» Task item
If a line holds the word "pixels", copy it from the entries.

Exercise materials section start

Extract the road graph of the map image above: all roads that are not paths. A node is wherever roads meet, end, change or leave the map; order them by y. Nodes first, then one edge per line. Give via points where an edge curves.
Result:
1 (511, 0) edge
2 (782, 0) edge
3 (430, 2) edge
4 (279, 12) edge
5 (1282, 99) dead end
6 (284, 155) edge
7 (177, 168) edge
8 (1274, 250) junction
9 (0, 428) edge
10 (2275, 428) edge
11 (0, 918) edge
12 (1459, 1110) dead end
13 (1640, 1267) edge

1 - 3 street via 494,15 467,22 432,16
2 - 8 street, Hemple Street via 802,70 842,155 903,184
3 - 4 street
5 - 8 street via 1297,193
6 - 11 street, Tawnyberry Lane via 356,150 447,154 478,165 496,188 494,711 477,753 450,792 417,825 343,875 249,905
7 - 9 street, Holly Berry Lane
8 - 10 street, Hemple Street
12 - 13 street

Exercise materials section end
Exercise materials section start

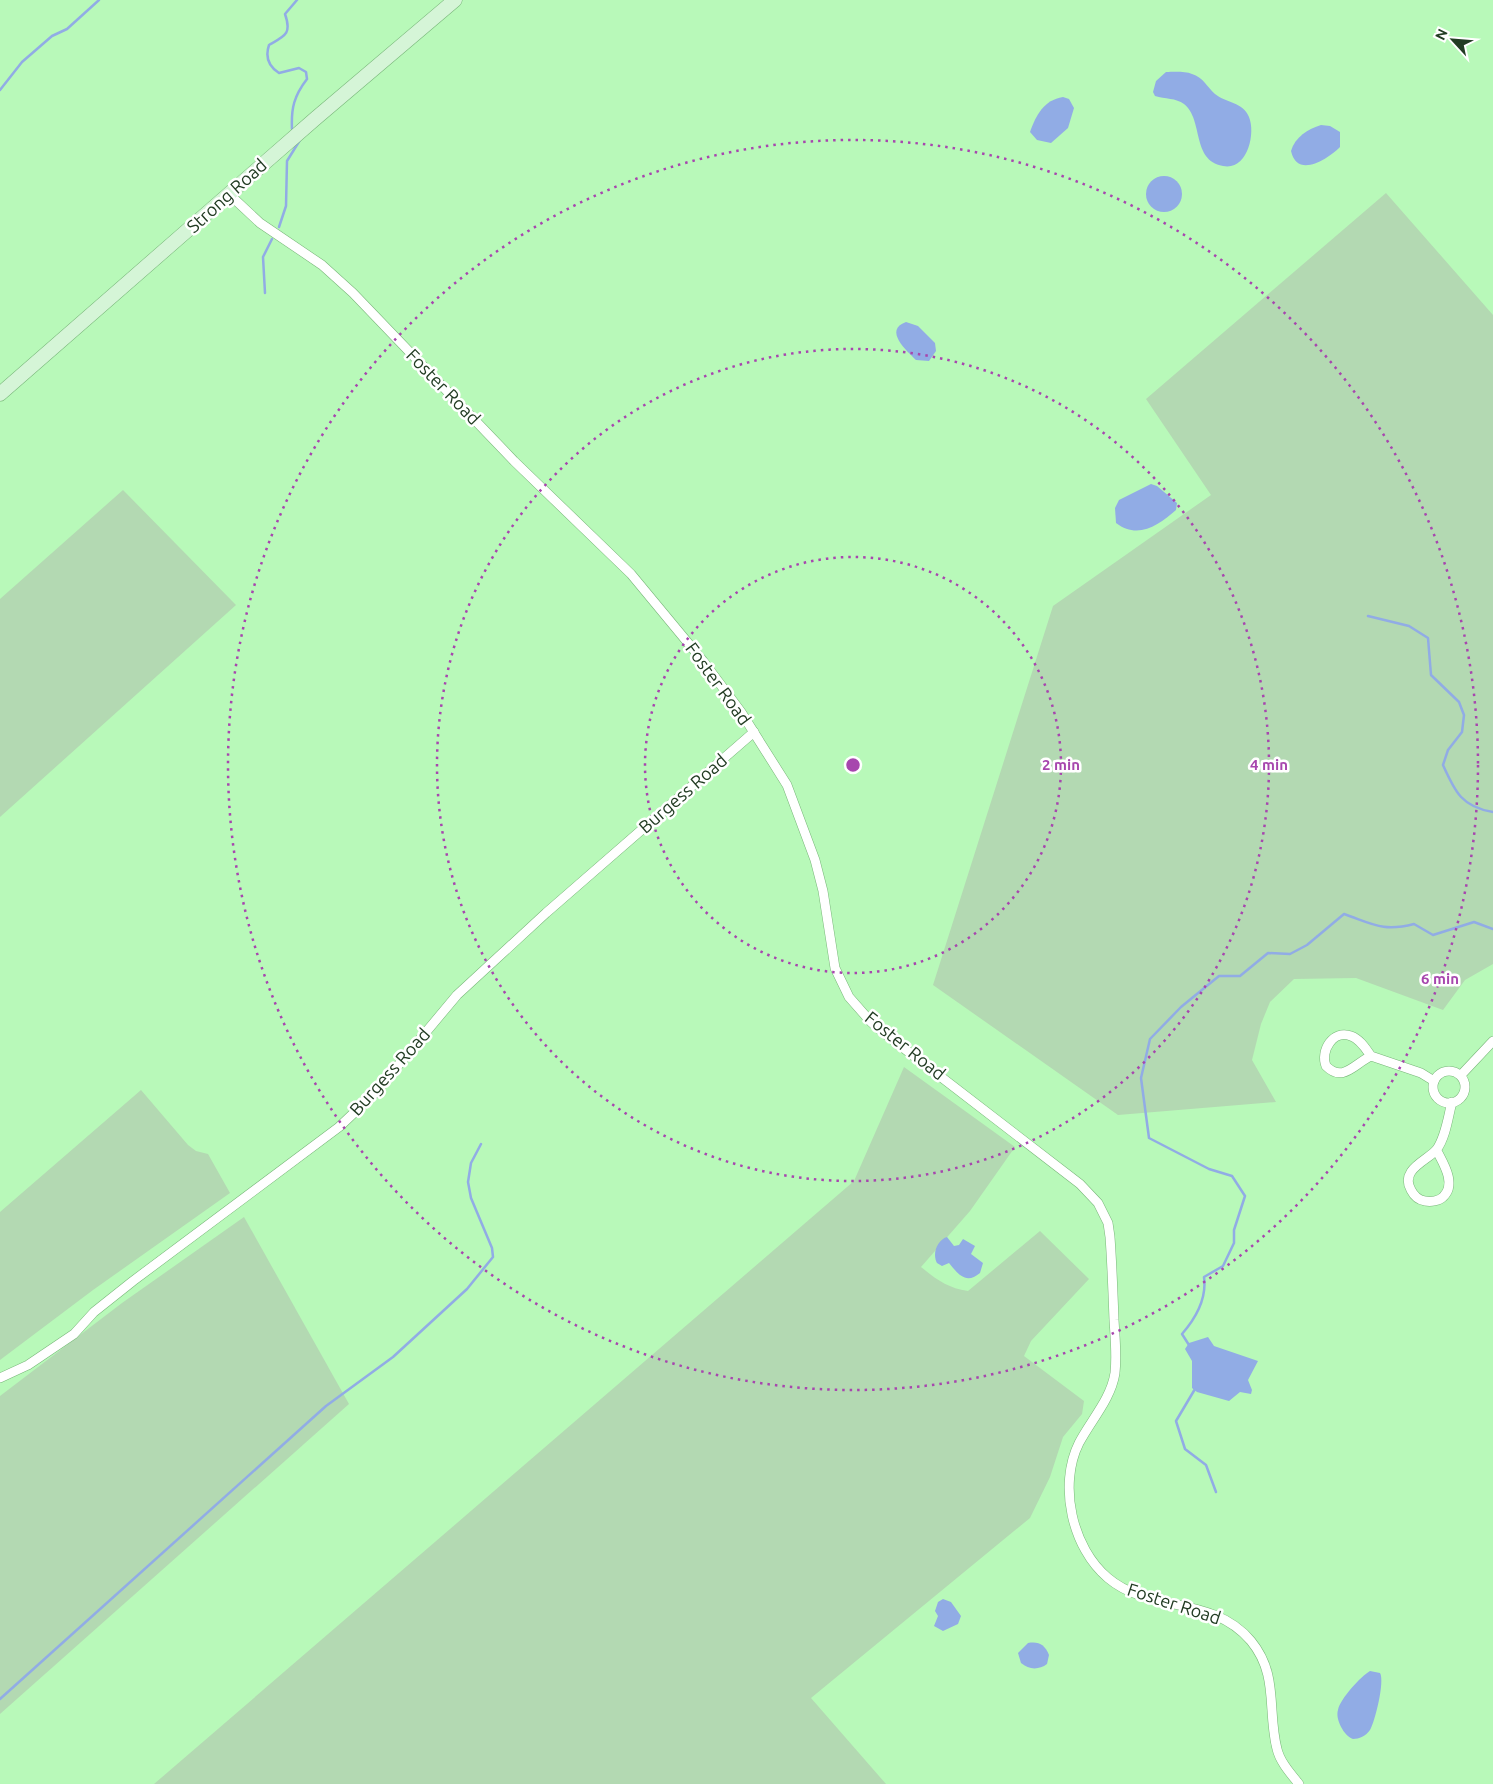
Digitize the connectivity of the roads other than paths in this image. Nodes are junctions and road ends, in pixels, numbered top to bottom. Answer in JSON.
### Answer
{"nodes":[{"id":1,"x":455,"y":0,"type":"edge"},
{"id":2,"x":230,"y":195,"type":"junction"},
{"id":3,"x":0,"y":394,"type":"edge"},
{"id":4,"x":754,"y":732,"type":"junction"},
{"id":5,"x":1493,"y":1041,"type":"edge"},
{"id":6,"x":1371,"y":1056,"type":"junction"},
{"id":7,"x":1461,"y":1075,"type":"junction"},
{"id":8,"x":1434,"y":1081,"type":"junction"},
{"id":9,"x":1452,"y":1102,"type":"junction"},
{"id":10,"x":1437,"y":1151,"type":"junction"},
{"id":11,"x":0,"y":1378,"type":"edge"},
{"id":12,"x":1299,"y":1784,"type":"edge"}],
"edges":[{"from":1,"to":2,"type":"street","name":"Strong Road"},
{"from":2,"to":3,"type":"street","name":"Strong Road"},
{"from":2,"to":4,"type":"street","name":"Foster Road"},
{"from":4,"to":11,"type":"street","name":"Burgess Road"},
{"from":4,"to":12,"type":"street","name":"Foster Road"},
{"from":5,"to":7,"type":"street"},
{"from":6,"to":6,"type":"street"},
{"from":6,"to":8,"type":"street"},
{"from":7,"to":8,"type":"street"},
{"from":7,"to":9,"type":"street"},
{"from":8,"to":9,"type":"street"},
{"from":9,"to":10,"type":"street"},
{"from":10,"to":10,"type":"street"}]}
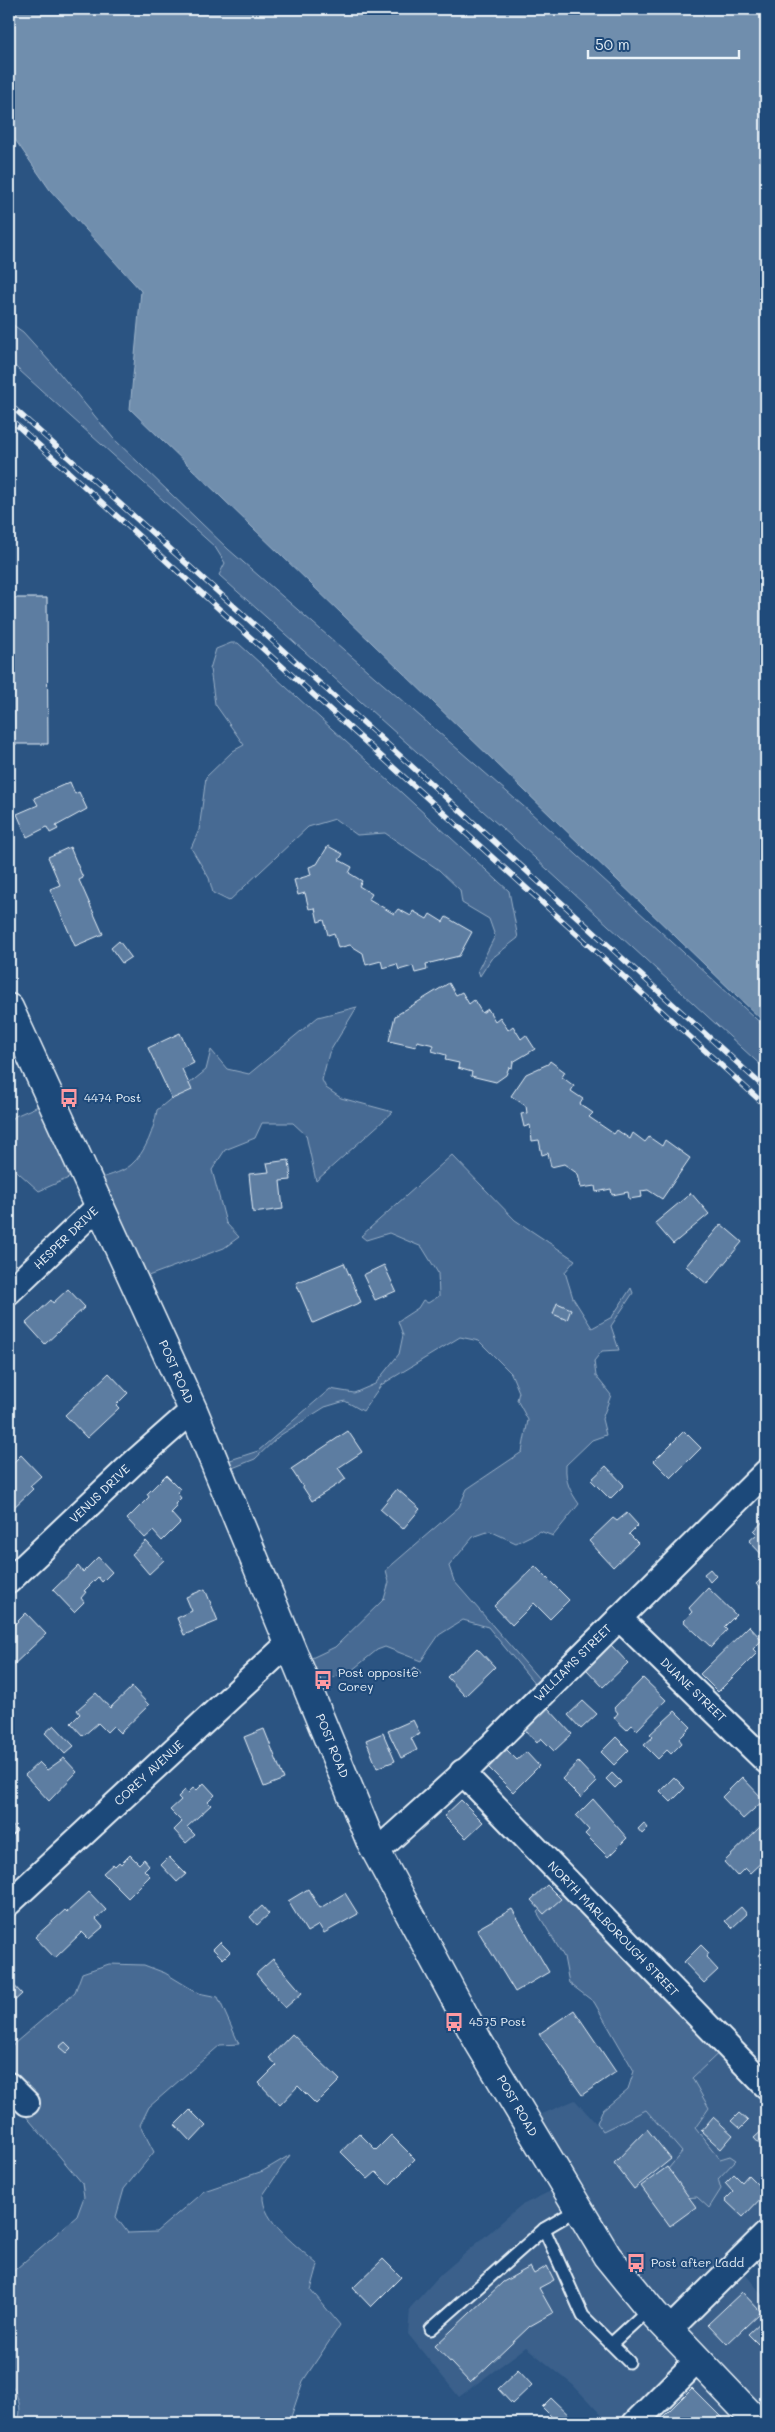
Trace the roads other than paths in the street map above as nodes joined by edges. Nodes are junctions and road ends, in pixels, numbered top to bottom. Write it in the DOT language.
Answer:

Exercise materials section end
Exercise materials section start

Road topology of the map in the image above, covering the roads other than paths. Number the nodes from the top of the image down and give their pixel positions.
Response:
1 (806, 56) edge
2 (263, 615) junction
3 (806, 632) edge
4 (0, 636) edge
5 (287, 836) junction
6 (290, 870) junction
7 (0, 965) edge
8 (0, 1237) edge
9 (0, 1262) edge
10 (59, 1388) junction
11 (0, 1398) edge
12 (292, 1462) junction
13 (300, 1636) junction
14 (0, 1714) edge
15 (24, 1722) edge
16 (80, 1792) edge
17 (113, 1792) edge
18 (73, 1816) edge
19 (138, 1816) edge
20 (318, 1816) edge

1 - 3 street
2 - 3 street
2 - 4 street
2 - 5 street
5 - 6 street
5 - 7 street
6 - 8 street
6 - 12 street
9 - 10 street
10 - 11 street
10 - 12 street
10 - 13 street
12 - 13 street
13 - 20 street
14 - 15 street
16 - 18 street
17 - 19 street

Exercise materials section end

» Answer to this problem
Digitize the connectivity of the roads other than paths in this image. Nodes are junctions and road ends, in pixels, numbered top to bottom. Answer in JSON.
Trace the roads other than paths in the street map above as nodes joined by edges. Nodes are junctions and road ends, in pixels, numbered top to bottom. Write it in the DOT language.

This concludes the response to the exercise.